***** MATERIAL TO PROCESS

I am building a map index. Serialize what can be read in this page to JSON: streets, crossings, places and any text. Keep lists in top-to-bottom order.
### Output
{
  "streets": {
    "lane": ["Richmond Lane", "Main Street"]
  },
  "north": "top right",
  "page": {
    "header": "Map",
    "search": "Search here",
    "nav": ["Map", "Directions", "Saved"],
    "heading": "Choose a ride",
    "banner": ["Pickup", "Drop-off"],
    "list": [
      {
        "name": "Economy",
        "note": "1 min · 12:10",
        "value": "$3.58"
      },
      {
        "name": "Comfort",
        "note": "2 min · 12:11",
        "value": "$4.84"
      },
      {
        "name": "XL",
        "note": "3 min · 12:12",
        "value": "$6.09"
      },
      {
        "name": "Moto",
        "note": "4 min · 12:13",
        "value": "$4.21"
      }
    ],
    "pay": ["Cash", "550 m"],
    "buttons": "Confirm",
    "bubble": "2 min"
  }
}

**********
***** MATERIAL TO PROCESS

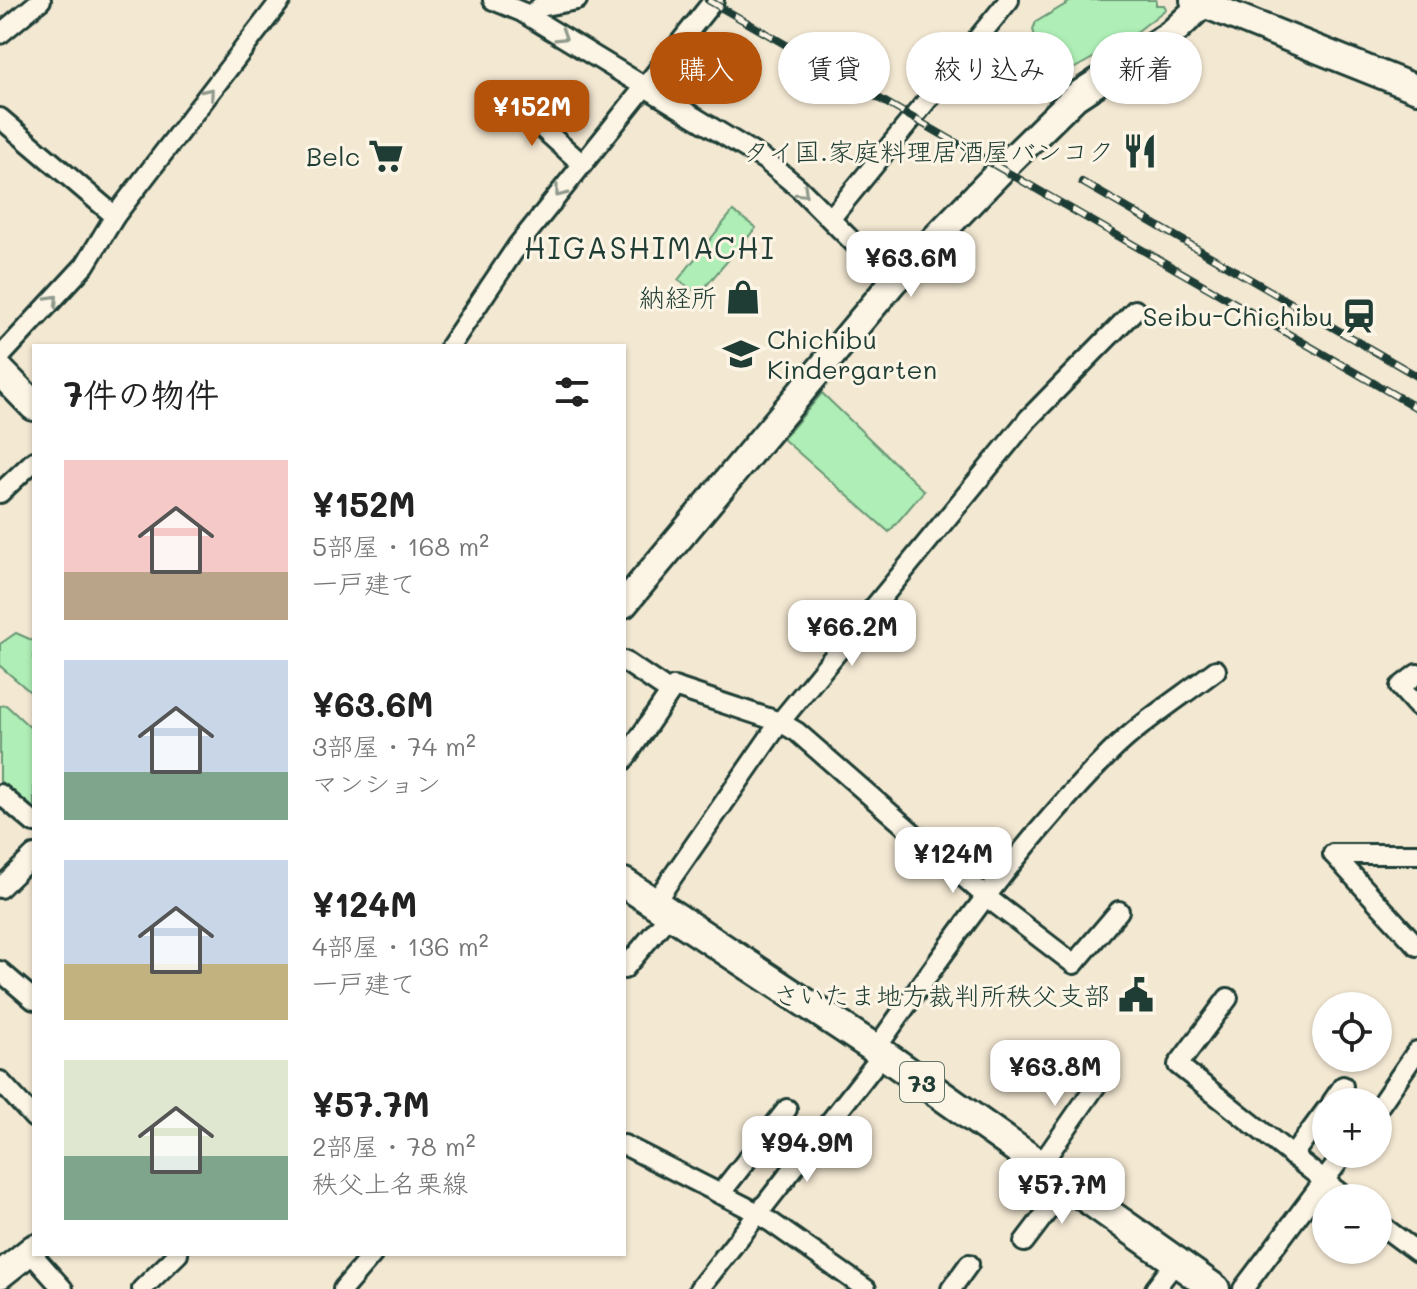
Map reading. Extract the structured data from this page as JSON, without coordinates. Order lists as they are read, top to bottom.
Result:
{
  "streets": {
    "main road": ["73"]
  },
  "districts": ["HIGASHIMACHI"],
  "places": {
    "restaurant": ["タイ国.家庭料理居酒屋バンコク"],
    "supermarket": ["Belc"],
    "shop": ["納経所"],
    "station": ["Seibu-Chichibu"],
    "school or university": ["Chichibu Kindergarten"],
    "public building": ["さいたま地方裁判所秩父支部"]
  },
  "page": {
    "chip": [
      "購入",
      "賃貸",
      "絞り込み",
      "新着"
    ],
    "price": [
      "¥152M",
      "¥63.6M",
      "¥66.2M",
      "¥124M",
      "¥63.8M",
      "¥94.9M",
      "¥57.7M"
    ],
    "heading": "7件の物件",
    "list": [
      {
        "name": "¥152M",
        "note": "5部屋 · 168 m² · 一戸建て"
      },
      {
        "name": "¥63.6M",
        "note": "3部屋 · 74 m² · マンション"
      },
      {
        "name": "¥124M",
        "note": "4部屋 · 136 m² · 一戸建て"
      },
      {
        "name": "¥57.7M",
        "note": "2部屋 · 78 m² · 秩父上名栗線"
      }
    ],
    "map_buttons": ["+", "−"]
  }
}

**********

WHAT THE TASK REQUIRES: Only lines containing the string "this" are needed. Pull each of them out of the records above.

TASK RESULT:
I am building a map index. Serialize what can be read in this page to JSON: streets, crossings, places and any text. Keep lists in top-to-bottom order.
Map reading. Extract the structured data from this page as JSON, without coordinates. Order lists as they are read, top to bottom.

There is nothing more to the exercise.